She cringed at the words, and though he couldn’t have known exactly what Valery had said to her on the phone, it chilled her nonetheless that he had just echoed her cries. She jammed the keys into the ignition and sped towards the Southeast Expressway. Gerald lived slightly further from the part of town where Savin Hill was located, but he also had a head start on them. For all she knew, he was already on the water and they had no chance of stopping him. Once those coins dropped into the ocean, they would be lost forever.
She felt wild, like Cruella Deville, chasing after runaway puppies and she had a suspicion that Piers was feeling the same. He was muttering unintelligibly to himself and she didn’t bother deciphering his words. All she worried about was making it to the dock and stopping Gerald. He must have lost his mind along with Valery. She’d contaminated him and now he was going over the deep end with her.
“I’ve been thinking.” Julie barely heard his words, but that didn’t deter him. “What would we do if we had a few million dollars?”
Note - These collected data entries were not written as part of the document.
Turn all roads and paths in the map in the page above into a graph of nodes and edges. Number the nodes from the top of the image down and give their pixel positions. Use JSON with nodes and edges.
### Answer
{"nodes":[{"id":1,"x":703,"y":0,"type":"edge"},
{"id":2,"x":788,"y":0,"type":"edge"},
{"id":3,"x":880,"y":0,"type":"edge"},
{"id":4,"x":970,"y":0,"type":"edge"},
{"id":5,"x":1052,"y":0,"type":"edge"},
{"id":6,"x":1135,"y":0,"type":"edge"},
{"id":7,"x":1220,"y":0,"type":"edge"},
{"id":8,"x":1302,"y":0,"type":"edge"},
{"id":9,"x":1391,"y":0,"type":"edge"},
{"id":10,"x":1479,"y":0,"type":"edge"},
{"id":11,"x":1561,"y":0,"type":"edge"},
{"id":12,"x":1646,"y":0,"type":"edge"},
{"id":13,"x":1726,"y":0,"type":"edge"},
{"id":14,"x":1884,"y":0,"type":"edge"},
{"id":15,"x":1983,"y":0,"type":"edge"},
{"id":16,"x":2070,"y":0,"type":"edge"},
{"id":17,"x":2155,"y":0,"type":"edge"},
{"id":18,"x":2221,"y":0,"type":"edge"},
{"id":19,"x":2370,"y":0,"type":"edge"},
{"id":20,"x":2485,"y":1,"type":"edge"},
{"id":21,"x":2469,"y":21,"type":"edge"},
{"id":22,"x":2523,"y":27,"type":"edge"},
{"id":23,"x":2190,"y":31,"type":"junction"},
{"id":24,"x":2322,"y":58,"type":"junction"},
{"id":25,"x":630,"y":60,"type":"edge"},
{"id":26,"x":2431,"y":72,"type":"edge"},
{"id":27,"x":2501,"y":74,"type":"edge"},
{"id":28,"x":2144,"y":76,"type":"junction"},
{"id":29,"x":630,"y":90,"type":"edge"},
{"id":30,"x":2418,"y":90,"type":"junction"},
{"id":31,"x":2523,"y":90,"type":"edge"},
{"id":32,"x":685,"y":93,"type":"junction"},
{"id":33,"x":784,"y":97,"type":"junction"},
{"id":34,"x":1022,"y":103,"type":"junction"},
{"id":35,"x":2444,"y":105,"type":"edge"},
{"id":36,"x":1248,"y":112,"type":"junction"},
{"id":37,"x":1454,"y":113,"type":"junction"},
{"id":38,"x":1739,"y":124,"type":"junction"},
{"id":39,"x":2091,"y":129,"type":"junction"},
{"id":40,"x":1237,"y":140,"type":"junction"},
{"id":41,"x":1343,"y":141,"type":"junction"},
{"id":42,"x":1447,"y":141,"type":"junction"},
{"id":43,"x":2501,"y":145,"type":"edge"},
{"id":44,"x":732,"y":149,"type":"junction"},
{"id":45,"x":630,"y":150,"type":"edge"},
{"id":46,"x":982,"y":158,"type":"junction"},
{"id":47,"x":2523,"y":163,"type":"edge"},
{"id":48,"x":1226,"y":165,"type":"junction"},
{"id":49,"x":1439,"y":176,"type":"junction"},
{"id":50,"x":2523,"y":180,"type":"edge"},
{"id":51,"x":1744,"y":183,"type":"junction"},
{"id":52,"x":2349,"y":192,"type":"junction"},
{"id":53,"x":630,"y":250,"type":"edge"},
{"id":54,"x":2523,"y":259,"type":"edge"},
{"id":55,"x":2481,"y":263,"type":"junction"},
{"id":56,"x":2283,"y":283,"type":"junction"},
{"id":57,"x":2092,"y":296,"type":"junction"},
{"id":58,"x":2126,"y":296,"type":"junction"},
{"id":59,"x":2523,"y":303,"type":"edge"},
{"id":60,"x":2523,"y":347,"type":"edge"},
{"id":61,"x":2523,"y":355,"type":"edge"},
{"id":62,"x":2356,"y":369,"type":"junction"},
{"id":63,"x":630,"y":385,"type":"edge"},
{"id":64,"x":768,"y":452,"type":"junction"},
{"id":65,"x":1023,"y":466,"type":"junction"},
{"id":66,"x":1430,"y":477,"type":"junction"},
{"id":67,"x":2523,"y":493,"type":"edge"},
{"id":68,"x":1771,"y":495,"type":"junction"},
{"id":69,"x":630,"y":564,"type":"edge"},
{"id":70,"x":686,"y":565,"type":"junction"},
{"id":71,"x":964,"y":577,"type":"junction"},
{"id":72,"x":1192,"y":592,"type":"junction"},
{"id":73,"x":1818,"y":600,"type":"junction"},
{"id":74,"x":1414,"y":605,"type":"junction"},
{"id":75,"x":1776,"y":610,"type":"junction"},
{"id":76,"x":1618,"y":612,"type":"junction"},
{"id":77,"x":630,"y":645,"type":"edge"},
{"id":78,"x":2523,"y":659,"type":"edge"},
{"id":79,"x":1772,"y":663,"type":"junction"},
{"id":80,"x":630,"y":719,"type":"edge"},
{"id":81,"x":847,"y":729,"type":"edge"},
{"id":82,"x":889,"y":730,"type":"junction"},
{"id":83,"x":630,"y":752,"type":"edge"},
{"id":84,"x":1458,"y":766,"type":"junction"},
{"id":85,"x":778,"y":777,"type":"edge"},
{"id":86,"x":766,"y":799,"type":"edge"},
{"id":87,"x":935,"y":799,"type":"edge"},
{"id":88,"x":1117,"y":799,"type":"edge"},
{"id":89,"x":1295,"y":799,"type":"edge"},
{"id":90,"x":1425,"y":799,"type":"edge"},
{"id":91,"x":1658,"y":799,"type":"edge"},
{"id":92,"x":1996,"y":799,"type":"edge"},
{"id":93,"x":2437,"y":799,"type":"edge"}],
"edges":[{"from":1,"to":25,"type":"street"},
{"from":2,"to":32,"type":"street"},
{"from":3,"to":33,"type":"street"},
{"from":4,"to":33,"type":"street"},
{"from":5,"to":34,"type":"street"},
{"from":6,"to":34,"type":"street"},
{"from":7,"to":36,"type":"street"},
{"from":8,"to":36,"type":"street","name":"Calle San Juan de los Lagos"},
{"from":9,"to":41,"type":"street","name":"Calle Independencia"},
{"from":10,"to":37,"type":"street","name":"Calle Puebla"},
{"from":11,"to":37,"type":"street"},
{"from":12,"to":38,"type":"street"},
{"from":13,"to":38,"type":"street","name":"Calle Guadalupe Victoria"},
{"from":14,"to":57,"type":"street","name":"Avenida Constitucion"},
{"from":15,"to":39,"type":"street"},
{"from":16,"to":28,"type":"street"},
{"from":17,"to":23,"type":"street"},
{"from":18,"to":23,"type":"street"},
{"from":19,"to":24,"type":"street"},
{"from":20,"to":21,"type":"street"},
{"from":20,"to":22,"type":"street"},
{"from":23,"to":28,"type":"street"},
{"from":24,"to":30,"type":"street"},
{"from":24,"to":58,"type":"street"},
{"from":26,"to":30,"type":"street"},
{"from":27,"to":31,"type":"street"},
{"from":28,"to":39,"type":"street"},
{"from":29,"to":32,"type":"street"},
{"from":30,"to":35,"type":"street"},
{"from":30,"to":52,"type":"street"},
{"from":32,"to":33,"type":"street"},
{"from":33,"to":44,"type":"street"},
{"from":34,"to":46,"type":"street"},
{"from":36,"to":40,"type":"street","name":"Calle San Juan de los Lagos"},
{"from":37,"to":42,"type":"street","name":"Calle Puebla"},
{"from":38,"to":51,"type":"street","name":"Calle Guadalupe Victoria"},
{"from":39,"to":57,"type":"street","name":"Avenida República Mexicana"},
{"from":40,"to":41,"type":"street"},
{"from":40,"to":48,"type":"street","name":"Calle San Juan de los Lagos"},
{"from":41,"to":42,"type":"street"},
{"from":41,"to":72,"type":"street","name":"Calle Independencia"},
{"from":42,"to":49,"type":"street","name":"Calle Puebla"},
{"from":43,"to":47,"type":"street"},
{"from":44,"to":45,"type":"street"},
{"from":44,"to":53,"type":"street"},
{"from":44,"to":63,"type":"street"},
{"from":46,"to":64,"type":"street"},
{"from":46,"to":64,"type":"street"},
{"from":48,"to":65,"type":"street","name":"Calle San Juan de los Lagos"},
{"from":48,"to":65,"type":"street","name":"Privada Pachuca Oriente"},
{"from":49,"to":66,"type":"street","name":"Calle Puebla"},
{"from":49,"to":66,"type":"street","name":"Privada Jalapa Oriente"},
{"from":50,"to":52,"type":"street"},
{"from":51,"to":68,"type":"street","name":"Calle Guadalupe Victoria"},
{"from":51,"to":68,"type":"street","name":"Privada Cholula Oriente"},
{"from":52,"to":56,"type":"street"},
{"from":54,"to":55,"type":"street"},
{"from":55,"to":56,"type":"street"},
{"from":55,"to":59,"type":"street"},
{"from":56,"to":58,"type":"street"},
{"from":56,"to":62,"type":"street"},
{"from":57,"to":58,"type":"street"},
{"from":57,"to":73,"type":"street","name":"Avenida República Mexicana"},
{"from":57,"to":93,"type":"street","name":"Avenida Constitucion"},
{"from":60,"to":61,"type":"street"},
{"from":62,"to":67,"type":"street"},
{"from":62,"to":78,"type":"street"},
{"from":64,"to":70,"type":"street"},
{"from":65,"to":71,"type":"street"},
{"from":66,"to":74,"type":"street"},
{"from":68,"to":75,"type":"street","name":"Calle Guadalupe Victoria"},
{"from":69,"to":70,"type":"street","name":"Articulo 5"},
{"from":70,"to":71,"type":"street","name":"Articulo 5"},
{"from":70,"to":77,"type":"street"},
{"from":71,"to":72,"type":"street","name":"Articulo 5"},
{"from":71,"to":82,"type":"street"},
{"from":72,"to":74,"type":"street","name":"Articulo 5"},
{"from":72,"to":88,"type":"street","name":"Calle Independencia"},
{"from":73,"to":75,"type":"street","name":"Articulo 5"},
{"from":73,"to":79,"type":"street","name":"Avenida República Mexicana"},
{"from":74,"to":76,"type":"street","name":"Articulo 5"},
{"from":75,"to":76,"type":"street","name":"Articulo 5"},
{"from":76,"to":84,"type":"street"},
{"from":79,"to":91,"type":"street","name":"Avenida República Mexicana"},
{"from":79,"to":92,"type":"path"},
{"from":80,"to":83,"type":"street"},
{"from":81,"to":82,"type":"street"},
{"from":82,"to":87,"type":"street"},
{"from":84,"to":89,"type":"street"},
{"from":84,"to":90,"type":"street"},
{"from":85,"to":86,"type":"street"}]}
She glanced at him out of the corner of her eye, waiting for him to continue. He was distracted by something, his thoughts having veered off and left him in a daydream. For a moment, there was silence and then, “We have to stop him, Julie. Those coins are worth too much to just toss to the bottom of the ocean. We have to stop him!”
“Since when have you been thinking about how much they’re worth?”
She inquired, not so much nervous about his answer but nervous about the cause of that answer, the reason behind his sudden change of heart. Since they’d moved in together, they’d been satisfied with living on nothing or next to nothing. History would not have been their field of study if money had been a priority.
“I thought we agreed that they needed to be returned to the church? We can’t keep them; you do know that, right? The curse, remember?”
“Yeah, the curse. Right. But if we don’t keep the coins, and we just sell them right away, we’ll be fine. No curse for us.” He shook his head in a silly, childish fashion. “Didn’t you say you had to have the coins in your possession in order to be affected? We sell them, quick and easy. Imagine what we could do!”
His eyes roamed out the window, drawing him into a daydream once again and for the first time, Julie noticed that his hand was in his pocket and had been in his pocket at least all of that morning, never moving. She tried to recall how long it had been there, but there had been so many other things distracting her thoughts that it was impossible to think so far back. Had it been a few hours? A day? Two, three, four days? The days were a blur behind them and she couldn’t recall.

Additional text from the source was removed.